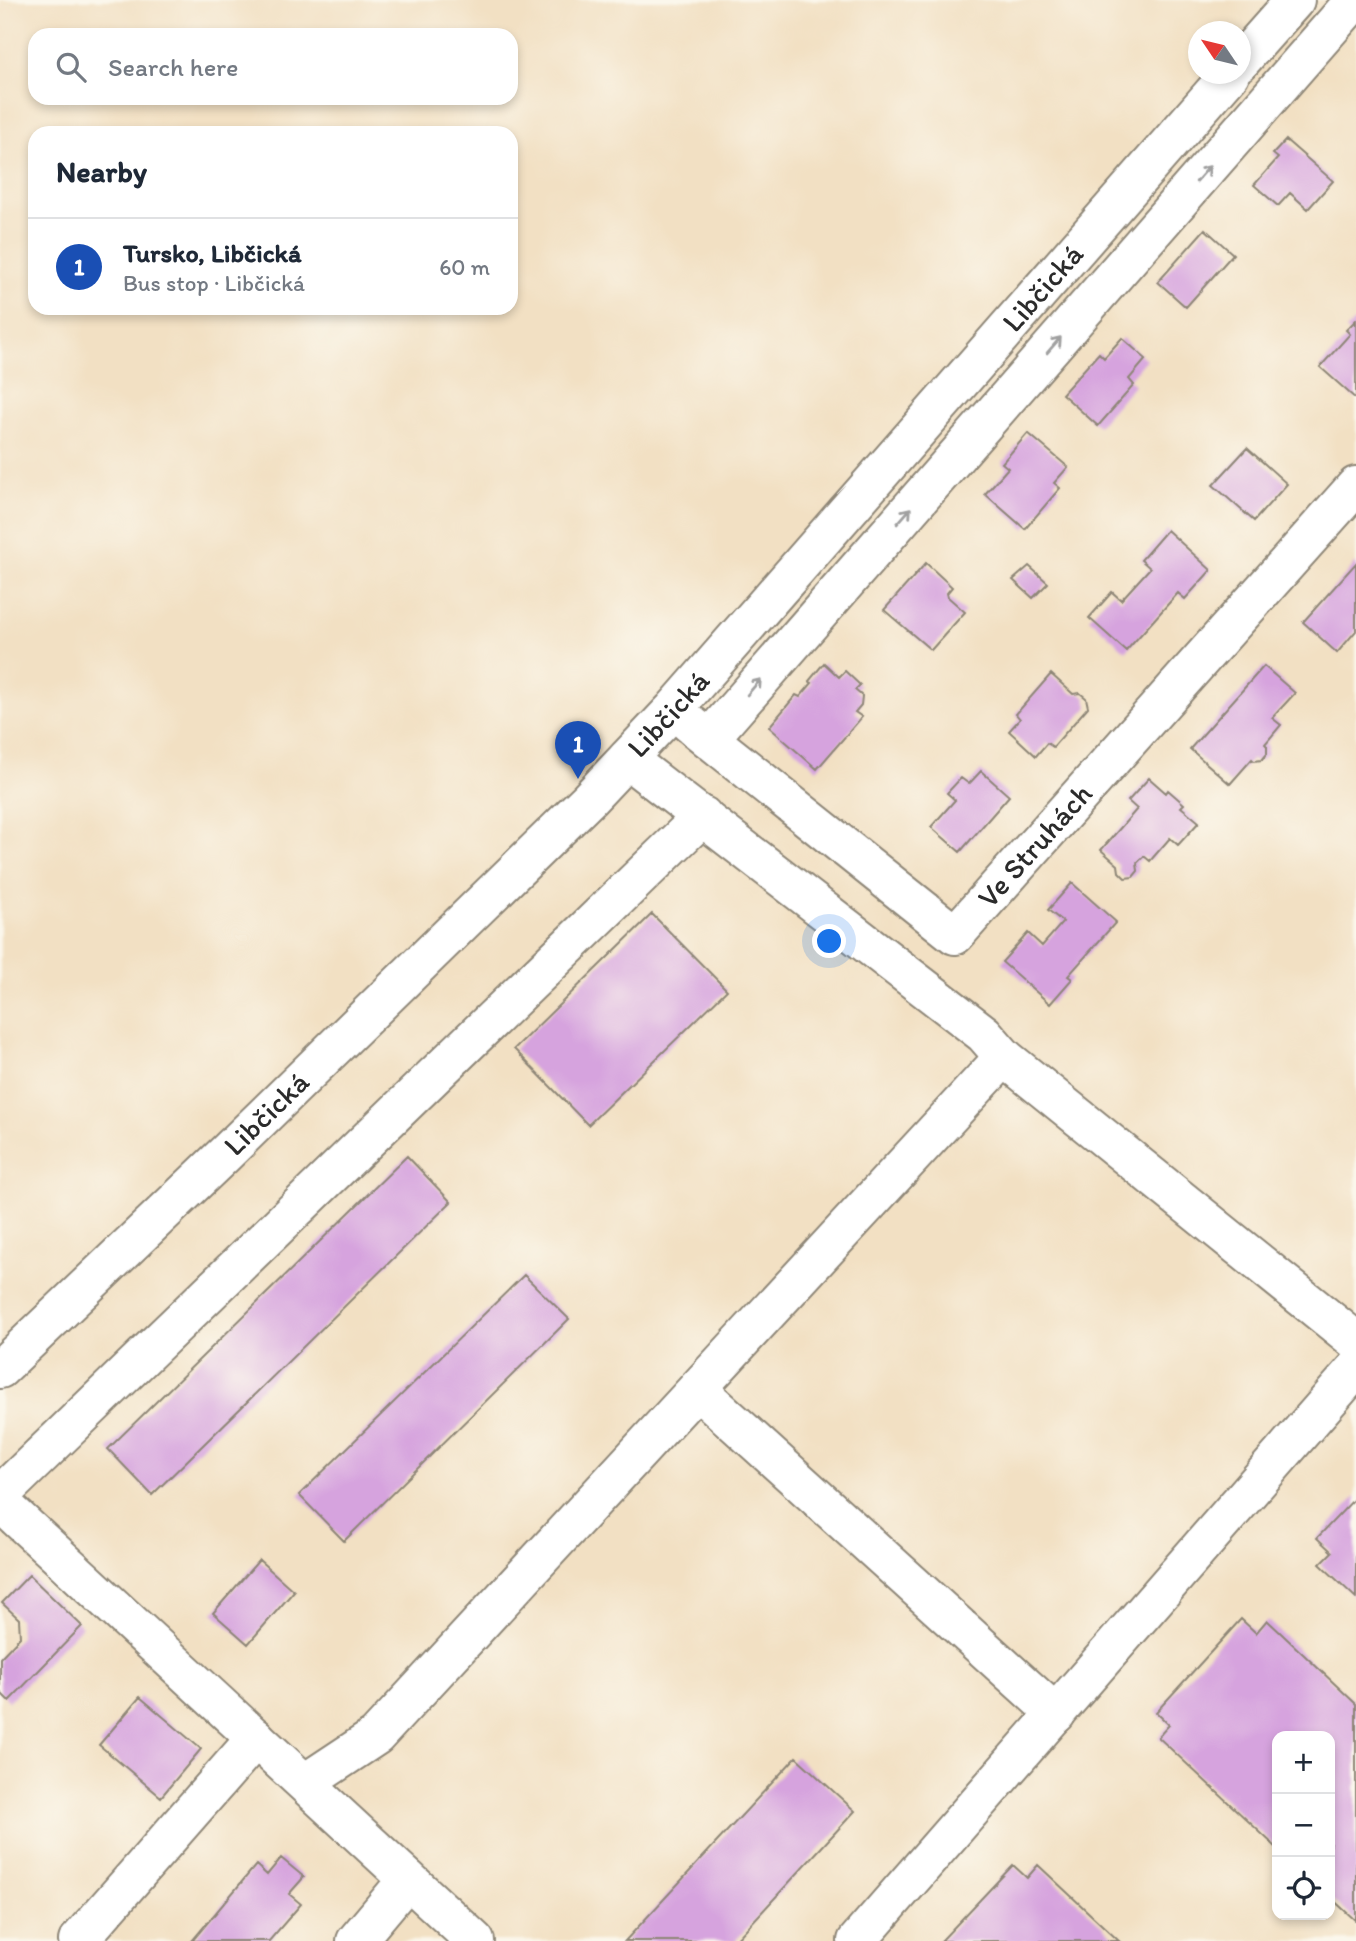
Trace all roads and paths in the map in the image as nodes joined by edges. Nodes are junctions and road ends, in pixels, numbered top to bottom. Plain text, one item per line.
1 (1295, 0) edge
2 (1355, 0) edge
3 (1251, 51) edge
4 (1221, 84) edge
5 (1356, 486) edge
6 (673, 710) junction
7 (709, 739) junction
8 (627, 759) junction
9 (704, 816) junction
10 (1003, 1057) junction
11 (1356, 1341) edge
12 (0, 1369) edge
13 (1356, 1369) edge
14 (697, 1389) junction
15 (0, 1495) edge
16 (0, 1503) edge
17 (1056, 1714) junction
18 (256, 1738) junction
19 (305, 1783) junction
20 (408, 1879) junction
21 (78, 1941) edge
22 (356, 1941) edge
23 (475, 1941) edge
24 (857, 1941) edge

1 - 3 street
7 -> 2 street, Libčická
4 - 6 street, Libčická
5 - 7 street, Ve Struhách
6 - 7 street, Ve Struhách
6 - 8 street, Libčická
8 - 9 street
8 - 12 street, Libčická
9 - 10 street
9 - 15 street
10 - 11 street
10 - 14 street
13 - 17 street
14 - 17 street
14 - 19 street
16 - 18 street
17 - 24 street
18 - 19 street
18 - 21 street
19 - 20 street
20 - 22 street
20 - 23 street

□ □ □ □

* _Work to complete_:
Return each record as written, minus its images.

* _Exercise solution_:
Trace all roads and paths in the map in the image as nodes joined by edges. Nodes are junctions and road ends, in pixels, numbered top to bottom. Plain text, one item per line.
1 (1295, 0) edge
2 (1355, 0) edge
3 (1251, 51) edge
4 (1221, 84) edge
5 (1356, 486) edge
6 (673, 710) junction
7 (709, 739) junction
8 (627, 759) junction
9 (704, 816) junction
10 (1003, 1057) junction
11 (1356, 1341) edge
12 (0, 1369) edge
13 (1356, 1369) edge
14 (697, 1389) junction
15 (0, 1495) edge
16 (0, 1503) edge
17 (1056, 1714) junction
18 (256, 1738) junction
19 (305, 1783) junction
20 (408, 1879) junction
21 (78, 1941) edge
22 (356, 1941) edge
23 (475, 1941) edge
24 (857, 1941) edge

1 - 3 street
7 -> 2 street, Libčická
4 - 6 street, Libčická
5 - 7 street, Ve Struhách
6 - 7 street, Ve Struhách
6 - 8 street, Libčická
8 - 9 street
8 - 12 street, Libčická
9 - 10 street
9 - 15 street
10 - 11 street
10 - 14 street
13 - 17 street
14 - 17 street
14 - 19 street
16 - 18 street
17 - 24 street
18 - 19 street
18 - 21 street
19 - 20 street
20 - 22 street
20 - 23 street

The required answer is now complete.